Я повернулся к Профиту, наклонил голову к его всегда участливому лицу, бесстыдно и смело. Рот в рот. Язык к языку. Энергичное соитие слизистых оболочек, обмен бактериями, незаконное проникновение. Теперь мы оба — участники преступления. Я организатор, он пособник. Я постучался, он впустил. Ритмичный взлом моральных и нравственных устоев во имя Любви. Гитарные рифы звенят в моих ушах, учащая сердцебиение, усиливая внутренние вибрации. Вторжение в наш диалог заставляет меня отпрянуть. Запястье на плече. Ангел наклоняет голову застенчиво, но настойчиво. Я стремлюсь к его губам, желая передать им пламенный привет. Я облизываю губы, смакуя взрывной библейский коктейль от Пророка и Ангела. И я в середине. Распят. Распят среди алебастра и золота. И Ангел пал, и Пророк пропал. Мы несёмся на скоростном поезде в Ад, но мне отчего-то не страшно, не грустно. Я пою, я пью сок их жизни. Я пребываю в танце, как Шива. И пока я танцую — Вселенная существует. Безумный танец — освобождение жаждущих душ. Космологическое равновесие. Созидание и Разрушение. Что я могу построить на принципах и закостенелых устоях? В топку! Пусть горят, пусть разгоняют мой паровоз до максимальной скорости.

Ритмичный экстаз гармонии полностью овладел нашими телами. Мюнхгаузен смеялся, сильно закинув голову, и теребил медиатор. Танцуйте пятничной ночью!
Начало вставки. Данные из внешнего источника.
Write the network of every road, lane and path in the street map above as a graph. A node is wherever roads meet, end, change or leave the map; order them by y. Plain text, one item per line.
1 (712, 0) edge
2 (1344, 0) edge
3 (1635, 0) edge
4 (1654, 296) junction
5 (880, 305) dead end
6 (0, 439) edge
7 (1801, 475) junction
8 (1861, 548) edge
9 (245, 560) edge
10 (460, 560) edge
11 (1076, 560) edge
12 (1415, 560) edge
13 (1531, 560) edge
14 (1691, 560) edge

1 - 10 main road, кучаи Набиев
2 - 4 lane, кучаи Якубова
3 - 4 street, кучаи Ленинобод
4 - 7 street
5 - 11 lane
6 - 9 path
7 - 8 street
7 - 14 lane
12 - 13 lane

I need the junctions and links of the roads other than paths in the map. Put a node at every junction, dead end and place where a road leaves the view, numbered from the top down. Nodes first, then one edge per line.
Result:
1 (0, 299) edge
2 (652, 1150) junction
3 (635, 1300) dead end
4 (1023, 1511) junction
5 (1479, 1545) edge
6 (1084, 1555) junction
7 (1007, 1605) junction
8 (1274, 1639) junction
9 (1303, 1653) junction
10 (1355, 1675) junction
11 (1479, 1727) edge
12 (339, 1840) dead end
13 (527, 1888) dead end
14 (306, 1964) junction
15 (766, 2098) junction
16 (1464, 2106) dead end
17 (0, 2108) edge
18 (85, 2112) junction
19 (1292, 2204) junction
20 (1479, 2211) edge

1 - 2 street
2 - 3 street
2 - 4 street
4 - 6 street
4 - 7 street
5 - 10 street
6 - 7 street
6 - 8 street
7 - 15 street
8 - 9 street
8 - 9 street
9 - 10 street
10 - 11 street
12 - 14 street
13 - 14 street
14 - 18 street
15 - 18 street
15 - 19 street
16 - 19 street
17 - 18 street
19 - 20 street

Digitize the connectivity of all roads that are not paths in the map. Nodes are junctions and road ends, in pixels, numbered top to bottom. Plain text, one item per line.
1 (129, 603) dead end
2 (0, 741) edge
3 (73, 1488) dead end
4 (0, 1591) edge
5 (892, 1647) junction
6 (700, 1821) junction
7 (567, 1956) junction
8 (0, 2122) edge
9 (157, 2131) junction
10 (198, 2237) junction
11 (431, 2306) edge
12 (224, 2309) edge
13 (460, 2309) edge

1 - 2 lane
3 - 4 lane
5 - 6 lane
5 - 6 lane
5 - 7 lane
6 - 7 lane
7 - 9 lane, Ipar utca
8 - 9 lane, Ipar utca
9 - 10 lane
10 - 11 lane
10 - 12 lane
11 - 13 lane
И мы ушли в ночь, казнили друг друга сумасшедшей влюбленностью. Она отпилила нам головы ножовкой, и мы скакали по Васильевскому всадниками без головы, без гордости, без приличия, без оглядки. Мы посмели зайти так далеко, с полным погружением. Когнитивные методы в полной мере потребовались нашему троичному союзу, когда мы, ошеломительно пьяные от алкоголя и музыки, напробовавшиеся друг друга, попали в небольшую квартирку на Василеостровской, где жил Ангел А. Его аскетичная келья не могла вынести тройной позор! Единственный хрупкий, закостенелый в христианских постулатах, напичканный пружинами предубеждений, диван скрипуче провалился, уронил нас, не вынес столь откровенного нравственного падения! О, как он плакал! Как мы смеялись! Прерывистое дыхание стен, стыдливо погашенный свет, беспокойность и беспорядочность прикосновений шести рук, поиск граней, бестактность пальцев, соитие языков, тотальное взаимопроникновение — война. Трепет и боль. Поле сражения. Унижение ради экстаза после битвы. И Ангел преклоняет колени, и Пророк падает лицом вниз, отдавшись. Я перемещаю их на своей шахматной доске, заставляя их выполнять неестественные им ходы, принимать несанкционированные их верой решения. Кто они теперь? Кто я? Шлюхи сатаны? Вся накопленная веками похоть мира сейчас фонтанировала в этой крохотной комнате на первом полуподвальном этаже с видом на мусорный бак и водоотводную трубу. И где та незримая граница между пошлостью и красотой? Пошлость — в буквах, в умах, в стереотипах. Красота же сейчас была растоптана у меня под ногами. Она отдавалась мне сполна. Моя плоть вкушала её дары. Кто знает? Может… именно сейчас она спасала мир? Спасала этот прекрасный в постоянности мир от хаотичной силы одного человека.